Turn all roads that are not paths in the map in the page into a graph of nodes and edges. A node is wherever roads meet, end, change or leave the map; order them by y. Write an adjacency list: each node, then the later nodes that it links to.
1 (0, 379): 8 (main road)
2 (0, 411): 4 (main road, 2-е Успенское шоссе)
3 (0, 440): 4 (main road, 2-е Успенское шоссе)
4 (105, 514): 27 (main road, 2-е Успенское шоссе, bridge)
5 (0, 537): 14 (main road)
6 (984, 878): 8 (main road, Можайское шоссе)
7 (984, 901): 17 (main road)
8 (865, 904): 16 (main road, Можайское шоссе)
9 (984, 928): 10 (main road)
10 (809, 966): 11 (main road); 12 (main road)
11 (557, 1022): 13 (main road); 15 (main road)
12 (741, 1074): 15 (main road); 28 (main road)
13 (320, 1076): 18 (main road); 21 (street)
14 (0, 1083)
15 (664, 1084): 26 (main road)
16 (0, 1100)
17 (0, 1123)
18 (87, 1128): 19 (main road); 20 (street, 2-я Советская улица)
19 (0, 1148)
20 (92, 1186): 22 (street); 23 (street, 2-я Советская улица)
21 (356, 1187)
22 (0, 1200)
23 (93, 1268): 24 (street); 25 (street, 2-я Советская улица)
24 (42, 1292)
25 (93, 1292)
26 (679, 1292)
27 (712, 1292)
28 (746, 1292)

----------

* _Required work_
Write the whole listing out again, exactly as it appears above.

* _Answer area_
Turn all roads that are not paths in the map in the page into a graph of nodes and edges. A node is wherever roads meet, end, change or leave the map; order them by y. Write an adjacency list: each node, then the later nodes that it links to.
1 (0, 379): 8 (main road)
2 (0, 411): 4 (main road, 2-е Успенское шоссе)
3 (0, 440): 4 (main road, 2-е Успенское шоссе)
4 (105, 514): 27 (main road, 2-е Успенское шоссе, bridge)
5 (0, 537): 14 (main road)
6 (984, 878): 8 (main road, Можайское шоссе)
7 (984, 901): 17 (main road)
8 (865, 904): 16 (main road, Можайское шоссе)
9 (984, 928): 10 (main road)
10 (809, 966): 11 (main road); 12 (main road)
11 (557, 1022): 13 (main road); 15 (main road)
12 (741, 1074): 15 (main road); 28 (main road)
13 (320, 1076): 18 (main road); 21 (street)
14 (0, 1083)
15 (664, 1084): 26 (main road)
16 (0, 1100)
17 (0, 1123)
18 (87, 1128): 19 (main road); 20 (street, 2-я Советская улица)
19 (0, 1148)
20 (92, 1186): 22 (street); 23 (street, 2-я Советская улица)
21 (356, 1187)
22 (0, 1200)
23 (93, 1268): 24 (street); 25 (street, 2-я Советская улица)
24 (42, 1292)
25 (93, 1292)
26 (679, 1292)
27 (712, 1292)
28 (746, 1292)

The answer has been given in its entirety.